03
March
2009
|
09:26 AM
America/Chicago

Consumers buying cheaper new and used cars

  Johannesburg, South Africa - South African consumers - hit hard in 2008 with their disposable income under pressure due to rising living expenses and falling real wages - are not only buying fewer cars, they are opting for cheaper vehicles.

That's according to Mike von Höne, CEO of vehicle risk intelligence company TransUnion Auto Information Solutions.  Speaking at the TransUnion Auto Used Car Forum in Sandton today, he said there was a marked move in favour of used vehicles in 2008 with the ratio of new to used passenger vehicle sales widening from one to  1,1 in 2007 to one to 1,8 last year and currently lying at 1to 2.08 for the month of February 2009. 


While the number of new car derivatives in the under R200 000 bracket available in 2008 declined to 23% of the total market from 38% in 2007, these cheaper vehicles held their own, representing 63% of total new car sales.


By contrast, used passenger vehicles valued at under R100 000 made up 53% of all used car sales in 2008, up from 51% in 2007.


Indeed, ordinary consumers appear to be holding on to their cars for longer as they become more circumspect about over-extending themselves and it appears as if they are trying to pay down their existing debt levels before incurring any additional debt.  Von Höne anticipates that both these trends will continue.


Not surprisingly, given the higher demand for lower priced cars, these vehicles lost less value as a percentage of their new list pricing than higher priced cars in 2008.


In addition, two- three- and four-year-old cars fared marginally better in 2008 than in 2007 in terms of holding their value when measured as a percentage of their new list price, an indication of the greater relative demand for used cars.


"However, the gap between Trade and Retail prices widened to an average of 14,54% in 2008 as dealers traded more cautiously in tough economic conditions. This trend is likely to continue as interest costs and stock days bite deeper," von Höne added.


He warned that the averaging process used to quantify the gap between Trade and Retail pricing masked significant differences between brands.  For some brands, the difference between Trade and Retail pricing was as much as 17%, while for others, it was less than 12%.


Finally, he said, there was good news and bad news with respect to car dealers' commitment to the fight against vehicle-related crime.
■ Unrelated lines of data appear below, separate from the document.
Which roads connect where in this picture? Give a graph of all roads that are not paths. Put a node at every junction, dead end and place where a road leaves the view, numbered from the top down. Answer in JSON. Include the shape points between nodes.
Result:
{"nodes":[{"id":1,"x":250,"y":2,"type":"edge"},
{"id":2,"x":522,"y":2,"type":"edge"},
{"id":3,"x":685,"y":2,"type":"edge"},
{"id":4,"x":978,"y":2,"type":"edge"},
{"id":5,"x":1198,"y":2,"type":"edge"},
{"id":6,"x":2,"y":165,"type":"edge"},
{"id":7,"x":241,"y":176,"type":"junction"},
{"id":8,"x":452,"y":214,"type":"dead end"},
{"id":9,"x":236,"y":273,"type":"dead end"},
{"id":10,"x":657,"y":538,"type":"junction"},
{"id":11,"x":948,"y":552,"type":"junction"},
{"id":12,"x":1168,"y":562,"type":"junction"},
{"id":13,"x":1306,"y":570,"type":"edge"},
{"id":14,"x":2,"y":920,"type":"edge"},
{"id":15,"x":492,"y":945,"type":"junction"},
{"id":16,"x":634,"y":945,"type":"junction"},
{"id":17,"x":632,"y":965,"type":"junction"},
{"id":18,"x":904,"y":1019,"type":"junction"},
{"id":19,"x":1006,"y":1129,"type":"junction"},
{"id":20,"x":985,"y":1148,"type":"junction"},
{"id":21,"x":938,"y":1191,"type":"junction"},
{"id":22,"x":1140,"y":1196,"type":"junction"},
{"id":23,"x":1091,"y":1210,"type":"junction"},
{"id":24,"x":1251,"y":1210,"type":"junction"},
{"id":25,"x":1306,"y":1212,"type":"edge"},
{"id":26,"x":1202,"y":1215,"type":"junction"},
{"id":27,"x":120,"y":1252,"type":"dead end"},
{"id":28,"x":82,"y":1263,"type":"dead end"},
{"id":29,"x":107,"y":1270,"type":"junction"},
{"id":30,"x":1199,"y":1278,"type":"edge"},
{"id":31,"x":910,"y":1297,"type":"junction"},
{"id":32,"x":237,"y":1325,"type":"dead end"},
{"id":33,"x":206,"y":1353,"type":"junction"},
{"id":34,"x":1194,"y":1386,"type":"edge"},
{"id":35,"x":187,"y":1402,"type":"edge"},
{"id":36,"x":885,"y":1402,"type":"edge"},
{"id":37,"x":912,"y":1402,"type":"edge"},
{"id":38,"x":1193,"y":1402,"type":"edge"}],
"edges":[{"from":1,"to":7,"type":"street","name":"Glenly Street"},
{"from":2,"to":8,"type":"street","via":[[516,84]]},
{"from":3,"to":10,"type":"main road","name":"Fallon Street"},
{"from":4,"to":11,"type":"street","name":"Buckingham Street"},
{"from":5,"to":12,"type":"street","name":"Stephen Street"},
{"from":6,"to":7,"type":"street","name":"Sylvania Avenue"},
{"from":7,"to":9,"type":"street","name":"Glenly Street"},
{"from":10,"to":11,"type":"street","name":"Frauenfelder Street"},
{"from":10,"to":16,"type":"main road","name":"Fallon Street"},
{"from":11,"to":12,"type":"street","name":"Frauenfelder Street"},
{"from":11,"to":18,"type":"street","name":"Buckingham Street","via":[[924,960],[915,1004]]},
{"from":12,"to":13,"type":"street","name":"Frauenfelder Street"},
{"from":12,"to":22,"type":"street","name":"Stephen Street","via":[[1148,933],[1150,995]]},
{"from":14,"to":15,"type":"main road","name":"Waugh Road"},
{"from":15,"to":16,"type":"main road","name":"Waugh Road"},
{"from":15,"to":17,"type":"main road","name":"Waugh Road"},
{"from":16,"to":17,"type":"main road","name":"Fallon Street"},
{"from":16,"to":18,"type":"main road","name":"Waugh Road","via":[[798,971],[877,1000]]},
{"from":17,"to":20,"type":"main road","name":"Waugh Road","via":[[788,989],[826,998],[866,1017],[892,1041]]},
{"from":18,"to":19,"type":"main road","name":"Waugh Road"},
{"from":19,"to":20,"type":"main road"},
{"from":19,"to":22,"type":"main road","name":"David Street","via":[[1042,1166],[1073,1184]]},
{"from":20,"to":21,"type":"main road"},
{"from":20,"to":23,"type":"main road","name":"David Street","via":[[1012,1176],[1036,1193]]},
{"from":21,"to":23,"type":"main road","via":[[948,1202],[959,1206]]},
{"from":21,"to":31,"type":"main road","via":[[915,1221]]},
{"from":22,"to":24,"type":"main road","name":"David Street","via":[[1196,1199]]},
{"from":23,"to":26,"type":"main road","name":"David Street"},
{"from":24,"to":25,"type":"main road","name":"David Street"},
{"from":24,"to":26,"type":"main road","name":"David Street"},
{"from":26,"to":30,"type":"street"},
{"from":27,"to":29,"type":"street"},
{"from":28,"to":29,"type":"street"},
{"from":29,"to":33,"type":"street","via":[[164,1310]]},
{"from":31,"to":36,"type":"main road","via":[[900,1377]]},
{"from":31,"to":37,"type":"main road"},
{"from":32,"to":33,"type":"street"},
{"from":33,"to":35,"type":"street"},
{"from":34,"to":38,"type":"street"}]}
"The good news is that the number of dealer enquiries to TransUnion Auto regarding the 'pedigree' of a car, increased in 2008, despite the fact that the actual number of cars sold declined.  However, about half the vehicles sold by dealers were not checked out. This is of enormous concern when one considers that of the enquiries that were undertaken, 3,7% had a SAPS interest, indicating that the vehicles in question may have been stolen," he explained.


Looking ahead, von Höne predicted that market conditions would remain tight with potential further dealer consolidations likely. Consumers will remain under financial pressure which will be reflected in their buying conservatively at lower price levels.


However, used vehicles will continue to fair "relatively better" than new vehicles with used vehicle volumes likely to remain comparatively robust. However, margins will remain under pressure with further limited price compression expected in the first half of 2009 followed by some used vehicle price inflation in the second half of 2009 off the back of new vehicle price inflation


"The turning of the interest rate cycle will hopefully herald the start of better times, albeit not until late 2009, early 2010. Following the decline in the prime lending rate from 17% in June 2003, sales units only started to show significant growth in June 2004.  We can apply the same theory to sales units this year," he concluded.


About TransUnion 

As a global leader in information management, TransUnion creates advantages for millions of people around the world by gathering, analyzing and delivering information. For businesses, TransUnion helps improve efficiency, manage risk, reduce costs and increase revenue by delivering comprehensive data and advanced analytics and decisioning. For consumers, TransUnion provides the tools, resources and education to help manage their credit health, achieve their financial goals as well as make better informed decisions. Through these and other efforts, TransUnion is working to build stronger economies worldwide. Founded in 1968 and headquartered in Chicago, TransUnion employs more than 4,000 employees in more than 30 countries on six continents.


TransUnion Auto Information Solutions is South Africa's leading provider of information solutions for the automotive industry.  The company was established in 2005 following the merger of motorONLINE (est. 2000), TransUnion HPI (est. 1997) and TransUnion Mead & McGrouther (est. 1960).